A few months later, the Court of Cassation rendered a very different judgment in a similar case. The judges then ruled that refusing to provide the police with the unlock code for his smartphone is illegal. The court asserted that the right to be silent and not to incriminate oneself is not violated as the data contained by the telephone could have been obtained by other means.

Also read: Police arm themselves to extract text messages, photos and data from Android smartphones and iPhones

An unlocking code is a decryption key, rules the Court of Cassation

As reported by our colleagues from NextInpact, the Court of Cassation recently looked into the case of Malek B. The court opposed the judgment handed down by the Paris Court of Appeal in 2019. Judges said the unlock code of a smartphone can be seen as a key to decrypting a cryptographic device. “The secret convention of decryption of a means of cryptology contributes to the clarification of the data which have been previously transformed, by any hardware or software, in order to guarantee the security of their storage, and thus to ensure in particular their confidentiality ” declares the Court of Cassation.

The judges of the Court of Cassation therefore believe that a defendant had to provide the unlock code for his smartphone “if he East equipped with a means of cryptology ”. Concretely, a fingerprint reader, a facial recognition system or a secret code lock can be considered as a cryptology system. A passcode doesn’t just lock a device’s touchscreen. With the code or a biometric system, the user also encrypts all the data stored on his terminal. Most smartphones on the market are therefore affected by the legislation.

Gold, a law obliges individuals to provide an encryption key which provides access to a terminal that has been used in the preparation of a crime. “Anyone having knowledge of the secret convention of decryption of a means of cryptology likely to have been used to prepare, facilitate or commit a crime or an offense, is required to deliver said convention to the judicial authorities” recalls the decree of the Court of Cassation. In this case, there is strong suspicion that the defendant used the smartphones in his possession to organize his drug trafficking. If the smartphone was not used to instigate a crime or misdemeanor, there is no reason the police should not ask for the unlock code.
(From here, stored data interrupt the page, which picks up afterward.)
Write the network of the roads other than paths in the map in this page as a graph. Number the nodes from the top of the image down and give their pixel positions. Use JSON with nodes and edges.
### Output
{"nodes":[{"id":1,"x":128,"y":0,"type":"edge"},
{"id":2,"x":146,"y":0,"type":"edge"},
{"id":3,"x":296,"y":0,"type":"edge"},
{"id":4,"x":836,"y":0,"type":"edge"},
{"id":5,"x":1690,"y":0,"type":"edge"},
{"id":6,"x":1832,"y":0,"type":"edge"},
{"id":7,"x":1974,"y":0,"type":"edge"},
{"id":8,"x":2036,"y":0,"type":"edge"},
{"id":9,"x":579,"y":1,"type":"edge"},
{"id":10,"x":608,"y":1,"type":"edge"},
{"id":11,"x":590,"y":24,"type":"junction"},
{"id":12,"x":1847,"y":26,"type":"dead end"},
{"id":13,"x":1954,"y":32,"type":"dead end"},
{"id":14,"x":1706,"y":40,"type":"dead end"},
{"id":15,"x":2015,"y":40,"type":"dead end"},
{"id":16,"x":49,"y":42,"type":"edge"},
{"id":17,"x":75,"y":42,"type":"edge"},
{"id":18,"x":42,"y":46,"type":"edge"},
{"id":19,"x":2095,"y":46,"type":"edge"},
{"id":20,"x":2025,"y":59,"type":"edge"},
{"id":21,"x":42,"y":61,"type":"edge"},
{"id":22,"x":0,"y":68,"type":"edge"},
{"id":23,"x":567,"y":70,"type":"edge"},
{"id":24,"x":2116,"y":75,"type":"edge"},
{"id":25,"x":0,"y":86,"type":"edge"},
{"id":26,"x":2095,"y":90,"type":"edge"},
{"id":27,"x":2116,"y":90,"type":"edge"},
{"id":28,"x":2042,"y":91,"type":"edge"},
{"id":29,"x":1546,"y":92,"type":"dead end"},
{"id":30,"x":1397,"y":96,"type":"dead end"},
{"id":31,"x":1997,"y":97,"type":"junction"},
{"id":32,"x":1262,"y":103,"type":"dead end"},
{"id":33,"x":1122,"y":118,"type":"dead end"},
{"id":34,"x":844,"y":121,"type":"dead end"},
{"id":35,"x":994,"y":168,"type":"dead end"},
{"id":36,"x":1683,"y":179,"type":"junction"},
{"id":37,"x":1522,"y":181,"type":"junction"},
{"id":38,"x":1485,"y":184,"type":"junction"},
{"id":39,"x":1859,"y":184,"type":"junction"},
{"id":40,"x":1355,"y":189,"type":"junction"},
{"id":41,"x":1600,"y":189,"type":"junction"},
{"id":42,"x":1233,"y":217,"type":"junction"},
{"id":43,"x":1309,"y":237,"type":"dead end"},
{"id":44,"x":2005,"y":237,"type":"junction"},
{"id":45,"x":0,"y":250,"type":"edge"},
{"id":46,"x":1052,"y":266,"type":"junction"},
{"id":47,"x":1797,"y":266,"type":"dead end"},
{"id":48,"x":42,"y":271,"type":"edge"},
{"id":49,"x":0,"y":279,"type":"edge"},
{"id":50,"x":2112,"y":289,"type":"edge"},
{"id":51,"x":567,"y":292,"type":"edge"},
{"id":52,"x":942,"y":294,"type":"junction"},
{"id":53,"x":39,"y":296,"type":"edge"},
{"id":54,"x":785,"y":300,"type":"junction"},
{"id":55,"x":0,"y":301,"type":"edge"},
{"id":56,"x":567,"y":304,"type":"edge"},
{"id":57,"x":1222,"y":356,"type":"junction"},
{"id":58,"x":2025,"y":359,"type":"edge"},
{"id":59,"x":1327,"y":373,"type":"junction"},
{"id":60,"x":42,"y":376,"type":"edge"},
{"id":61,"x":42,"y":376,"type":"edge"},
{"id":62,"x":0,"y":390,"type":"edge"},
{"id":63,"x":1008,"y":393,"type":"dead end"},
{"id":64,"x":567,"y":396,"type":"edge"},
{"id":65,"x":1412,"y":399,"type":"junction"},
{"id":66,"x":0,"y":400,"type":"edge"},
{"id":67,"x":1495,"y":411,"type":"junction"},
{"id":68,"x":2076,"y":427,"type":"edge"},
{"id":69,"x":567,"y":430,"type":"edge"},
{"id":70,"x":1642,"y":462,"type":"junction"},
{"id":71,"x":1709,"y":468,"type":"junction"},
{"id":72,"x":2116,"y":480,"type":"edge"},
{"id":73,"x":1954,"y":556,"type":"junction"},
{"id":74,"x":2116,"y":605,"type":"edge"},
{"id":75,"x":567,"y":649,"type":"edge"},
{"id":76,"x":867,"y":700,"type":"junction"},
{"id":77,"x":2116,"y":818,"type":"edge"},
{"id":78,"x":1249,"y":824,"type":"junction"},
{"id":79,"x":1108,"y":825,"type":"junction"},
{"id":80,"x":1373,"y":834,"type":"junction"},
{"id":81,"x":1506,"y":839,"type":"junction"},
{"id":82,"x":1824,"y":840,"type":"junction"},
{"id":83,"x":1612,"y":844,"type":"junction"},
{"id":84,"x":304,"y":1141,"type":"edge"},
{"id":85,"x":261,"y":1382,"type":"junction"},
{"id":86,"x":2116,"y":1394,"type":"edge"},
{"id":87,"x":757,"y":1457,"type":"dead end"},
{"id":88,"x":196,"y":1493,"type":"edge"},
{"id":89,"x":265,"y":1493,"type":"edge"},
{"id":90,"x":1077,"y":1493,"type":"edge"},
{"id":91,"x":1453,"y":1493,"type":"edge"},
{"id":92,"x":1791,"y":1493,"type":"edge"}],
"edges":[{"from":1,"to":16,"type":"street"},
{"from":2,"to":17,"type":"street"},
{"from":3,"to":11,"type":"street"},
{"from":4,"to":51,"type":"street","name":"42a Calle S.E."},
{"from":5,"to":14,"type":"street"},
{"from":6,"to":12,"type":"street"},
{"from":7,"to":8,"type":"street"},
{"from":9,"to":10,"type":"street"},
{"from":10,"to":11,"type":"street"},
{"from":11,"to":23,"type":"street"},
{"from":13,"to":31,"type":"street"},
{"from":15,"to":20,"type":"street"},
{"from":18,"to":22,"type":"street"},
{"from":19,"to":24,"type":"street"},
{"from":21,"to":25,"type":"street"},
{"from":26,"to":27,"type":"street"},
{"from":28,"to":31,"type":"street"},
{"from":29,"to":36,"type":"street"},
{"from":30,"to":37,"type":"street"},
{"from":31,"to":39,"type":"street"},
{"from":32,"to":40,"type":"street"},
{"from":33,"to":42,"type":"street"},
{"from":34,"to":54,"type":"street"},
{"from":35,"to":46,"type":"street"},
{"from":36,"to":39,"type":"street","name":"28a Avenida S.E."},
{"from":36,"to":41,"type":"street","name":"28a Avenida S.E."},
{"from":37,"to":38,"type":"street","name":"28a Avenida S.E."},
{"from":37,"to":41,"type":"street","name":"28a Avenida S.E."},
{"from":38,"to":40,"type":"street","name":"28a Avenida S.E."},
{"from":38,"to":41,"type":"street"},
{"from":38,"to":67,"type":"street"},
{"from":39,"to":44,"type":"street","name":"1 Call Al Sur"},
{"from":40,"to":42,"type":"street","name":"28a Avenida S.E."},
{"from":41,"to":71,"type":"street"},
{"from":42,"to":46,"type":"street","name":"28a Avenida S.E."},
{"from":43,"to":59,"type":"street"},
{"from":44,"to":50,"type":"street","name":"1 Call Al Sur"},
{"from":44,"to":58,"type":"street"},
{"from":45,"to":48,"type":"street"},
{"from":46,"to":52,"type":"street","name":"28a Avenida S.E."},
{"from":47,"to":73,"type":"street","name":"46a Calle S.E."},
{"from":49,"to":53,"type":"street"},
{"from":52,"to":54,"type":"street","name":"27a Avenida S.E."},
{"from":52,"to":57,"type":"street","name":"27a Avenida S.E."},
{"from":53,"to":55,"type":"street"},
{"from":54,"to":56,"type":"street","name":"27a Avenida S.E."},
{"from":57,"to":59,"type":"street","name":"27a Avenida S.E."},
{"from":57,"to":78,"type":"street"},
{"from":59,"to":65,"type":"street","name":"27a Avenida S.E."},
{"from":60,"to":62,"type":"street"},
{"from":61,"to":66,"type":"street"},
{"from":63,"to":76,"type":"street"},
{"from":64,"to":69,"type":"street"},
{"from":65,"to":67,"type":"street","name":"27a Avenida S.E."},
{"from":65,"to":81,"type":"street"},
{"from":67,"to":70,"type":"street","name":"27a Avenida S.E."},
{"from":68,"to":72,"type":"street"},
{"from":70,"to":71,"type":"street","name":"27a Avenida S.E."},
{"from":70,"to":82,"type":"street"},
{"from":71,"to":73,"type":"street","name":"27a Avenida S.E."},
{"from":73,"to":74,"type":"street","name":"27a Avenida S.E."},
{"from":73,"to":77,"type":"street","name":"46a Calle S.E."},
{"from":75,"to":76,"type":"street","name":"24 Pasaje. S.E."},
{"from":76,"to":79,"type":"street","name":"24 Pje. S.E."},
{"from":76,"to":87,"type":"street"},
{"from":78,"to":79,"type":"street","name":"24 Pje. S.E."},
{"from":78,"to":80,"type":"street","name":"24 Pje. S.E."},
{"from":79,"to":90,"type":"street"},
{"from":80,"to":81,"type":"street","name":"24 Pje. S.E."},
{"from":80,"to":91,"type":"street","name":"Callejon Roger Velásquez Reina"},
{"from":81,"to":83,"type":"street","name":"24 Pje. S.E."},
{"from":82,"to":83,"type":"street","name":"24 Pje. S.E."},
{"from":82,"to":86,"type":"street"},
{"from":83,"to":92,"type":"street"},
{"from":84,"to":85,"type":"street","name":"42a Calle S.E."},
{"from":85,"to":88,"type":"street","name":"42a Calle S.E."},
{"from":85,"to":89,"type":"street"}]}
On his Twitter account, Matthieu Audibert, doctoral student in private law and criminal sciences and gendarmerie officer, discusses the circumstances in which a police officer can now require a smartphone code. Concretely, a police officer must “materialize” the code request, probably in the form of written permission. Likewise, he is obliged to specify to the accused that any refusal is an offense. Finally, the police forces will have to justify the request for the unlocking code before the courts. For this, experts must prove that the unlock code has effectively encrypted the data accessible on the smartphone. Again, there must be a strong suspicion that the data contained is related to a crime.